AMAC Exclusive – By Shane Harris
From supporting the war on American energy and Democrats’ pro-abortion radicalism to threatening her state’s “first in the nation” primary status, New Hampshire Senator Maggie Hassan has abandoned all pretense of the moderation which has long defined the Granite State’s political character. Now, Hassan is desperately trying to execute a centrist pivot ahead of November – but her voting record and Democrats’ major brand issues could prove too much to overcome.
While Hassan has been steadily inching leftward since she was first elected to the Senate in 2016, that slide has become an all-out tumble in recent years, as the former governor has embraced one progressive policy after another. This became all too clear last fall when Hassan backed H.R.-1, the so-called “For the People Act,” which, among other disastrous provisions undermining election security, would have threatened New Hampshire’s sacrosanct first in the nation primary.
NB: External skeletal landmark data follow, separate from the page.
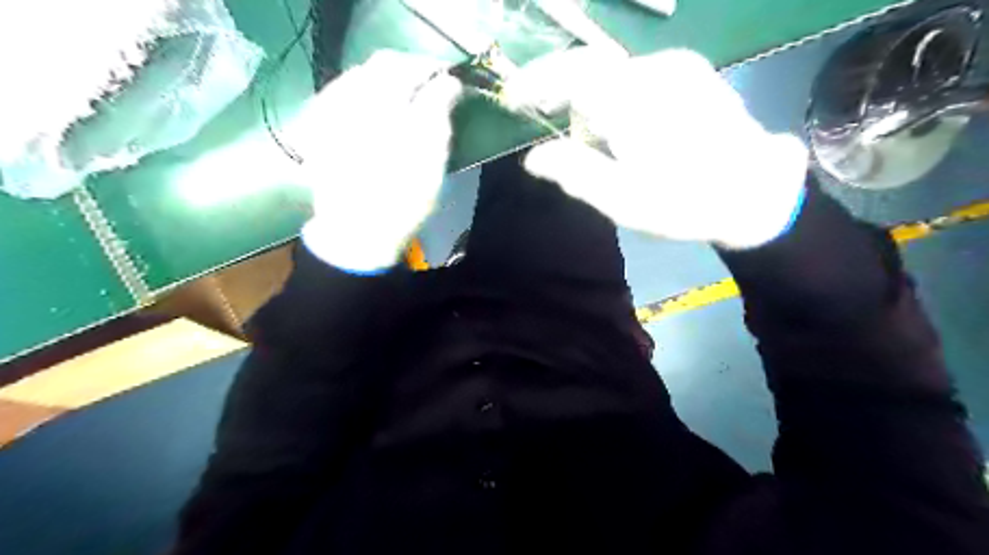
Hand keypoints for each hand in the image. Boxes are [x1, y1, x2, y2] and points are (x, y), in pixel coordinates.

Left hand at [286, 50, 464, 269]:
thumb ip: (438, 110)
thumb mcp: (431, 157)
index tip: (452, 81)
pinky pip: (344, 96)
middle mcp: (350, 98)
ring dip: (388, 82)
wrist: (357, 233)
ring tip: (407, 100)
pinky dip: (366, 96)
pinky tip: (377, 114)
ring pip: (362, 79)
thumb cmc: (403, 198)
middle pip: (382, 66)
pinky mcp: (320, 127)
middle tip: (432, 89)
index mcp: (381, 103)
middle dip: (410, 73)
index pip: (410, 66)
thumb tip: (448, 83)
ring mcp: (329, 112)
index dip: (433, 69)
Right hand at [505, 47, 806, 246]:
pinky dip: (617, 98)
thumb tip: (534, 158)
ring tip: (598, 145)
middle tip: (552, 126)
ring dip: (593, 103)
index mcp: (635, 102)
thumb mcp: (624, 200)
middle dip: (563, 95)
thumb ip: (575, 174)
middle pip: (590, 69)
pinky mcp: (692, 74)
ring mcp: (679, 68)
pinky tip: (627, 130)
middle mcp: (656, 71)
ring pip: (614, 75)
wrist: (756, 192)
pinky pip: (637, 77)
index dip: (536, 81)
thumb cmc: (686, 202)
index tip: (513, 98)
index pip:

For New Hampshire voters who understand the importance of that political tradition, Hassan’s position on H.R.-1 was perhaps a wake up about the dangers of progressive policies for the country in general and New Hampshire specifically – and a massive political liability for Hassan herself.
Hassan has also supported a number of other progressive policies which are hopelessly out of step with ordinary voters, ranging from support for ending the filibuster to a tacit endorsement of packing the Supreme Court (although Hassan quickly backtracked on the position once it became clear she was the only member of New Hampshire’s Congressional delegation to support expanding the Court). Following the leaking of a draft Supreme Court decision that would overturn Roe v. Wade, Hassan also voted in favor of legislation that would have legalized abortion up until the moment of birth in all 50 states, again taking the side of radicals over more moderate policies favored by a majority of voters.
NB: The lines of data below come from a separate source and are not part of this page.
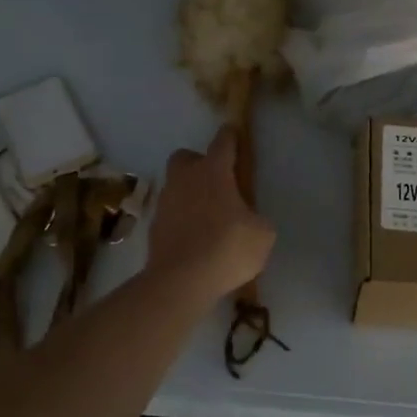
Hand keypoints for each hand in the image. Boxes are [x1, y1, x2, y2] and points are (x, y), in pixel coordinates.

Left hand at [146, 127, 274, 297]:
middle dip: (199, 163)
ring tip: (208, 217)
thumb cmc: (227, 248)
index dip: (231, 136)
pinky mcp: (154, 227)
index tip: (235, 134)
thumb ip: (256, 219)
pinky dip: (181, 220)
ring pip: (176, 186)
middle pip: (186, 157)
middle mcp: (185, 179)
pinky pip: (171, 214)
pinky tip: (195, 239)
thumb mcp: (262, 234)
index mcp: (214, 171)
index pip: (223, 141)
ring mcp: (165, 202)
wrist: (180, 281)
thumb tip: (249, 220)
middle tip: (216, 182)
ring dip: (189, 194)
But with Election Day just a few months away, Hassan has also attempted to strike a more conciliatory tone and pay lip service to addressing the slate of crises facing Americans. The reason why is clear: voters are none too happy with the current direction of the country, and they blame Democrats for it. According to a University of New Hampshire poll conducted last month, Hassan is sitting at just 35% approval in New Hampshire, below even Joe Biden’s approval nationally and a marked declined from a St. Anslem poll in March. Hassan’s favorability rating has also shown a steady decline since she was elected to the Senate in 2016, while her unfavourability rating has seen a corresponding increase and now sits at 51%. As Democrats’ brand struggles nationally, Hassan’s own fortunes in New Hampshire show that voters clearly associate her with the party’s failed policies.
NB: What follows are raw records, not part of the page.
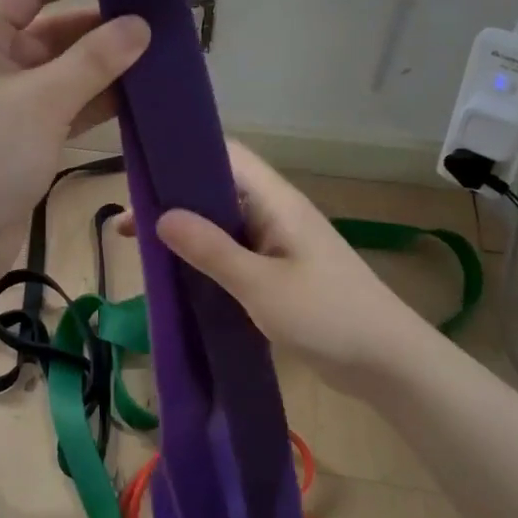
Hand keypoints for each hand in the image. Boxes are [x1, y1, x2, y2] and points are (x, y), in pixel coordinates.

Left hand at [0, 0, 149, 291]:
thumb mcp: (42, 100)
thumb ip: (94, 60)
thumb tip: (140, 25)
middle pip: (50, 31)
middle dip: (98, 28)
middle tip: (157, 22)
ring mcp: (6, 104)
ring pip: (62, 73)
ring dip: (103, 68)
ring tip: (159, 57)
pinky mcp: (22, 139)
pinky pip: (64, 108)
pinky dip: (95, 103)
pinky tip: (137, 99)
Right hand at [152, 142, 437, 390]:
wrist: (388, 364)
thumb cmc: (328, 316)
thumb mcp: (261, 285)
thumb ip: (211, 250)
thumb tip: (161, 216)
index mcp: (277, 201)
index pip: (226, 155)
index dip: (184, 154)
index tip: (141, 172)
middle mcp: (276, 213)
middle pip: (218, 189)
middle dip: (174, 199)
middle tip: (128, 222)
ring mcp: (279, 244)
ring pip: (223, 224)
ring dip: (187, 232)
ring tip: (142, 247)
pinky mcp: (280, 273)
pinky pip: (234, 254)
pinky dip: (205, 258)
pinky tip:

Just how desperate Hassan is to both distance herself from Democrats’ disastrous policies and give off the appearance of moderation became clear late last month when she traveled to the U.S.-Mexico border and feigned sudden concern about the ongoing crisis there. Despite voting to reject funding for Trump’s border wall in 2019, Hassan is now calling for more border wall construction. Despite failing to vote for numerous border security measures throughout her nearly six years in the Senate, Hassan is now urging the Biden administration to keep Title 42 in place and send more resources to address the record surge in illegal crossings. While the need for border security hasn’t changed, it’s clear the politics have – at the last possible moment, Hassan is finally forced to care about the concerns of voters in New Hampshire rather than radical open border zealots in Washington, D.C.
Ironically, this desperate ploy appears to have done more to harm Hassan with her base of progressive voters than convince any critical swing voters to support her. One pro-immigration leader in New Hampshire told Politico last month that she was considering leaving her ballot blank for U.S. Senate this fall and was encouraging others to do the same. Another New Hampshire Democrat accused Hassan of trying to “out-Republican Republicans.” Meanwhile, Hassan’s standing with Independents doesn’t seem to have benefitted, and she stands little chance of peeling off any Republican voters in today’s polarized political climate.
It’s difficult to see Hassan faring much better on any other issues that matter to voters and on which she needs to separate herself from Democrats’ sullied reputation. One of the consequences of progressives like Rep. Alexandria Ocasio-Cortez and Senator Bernie Sanders demanding votes on legislation that is ultimately doomed to fail is that incumbents who aren’t from deep blue districts are forced to take politically harmful votes on policies that stand no chance of ever becoming law – simply opening them up to attacks from both moderate challengers and Republican opponents.
Currently, Hassan’s only saving grace is that Republicans have not managed to field a strong candidate to oppose her in November. With the primary not scheduled until September 13, the Republicans who are running will have to devote at least some of their attention to attacking each other rather than her. But ultimately, that still may prove insufficient to rescue Hassan from her largely self-inflicted electoral crisis.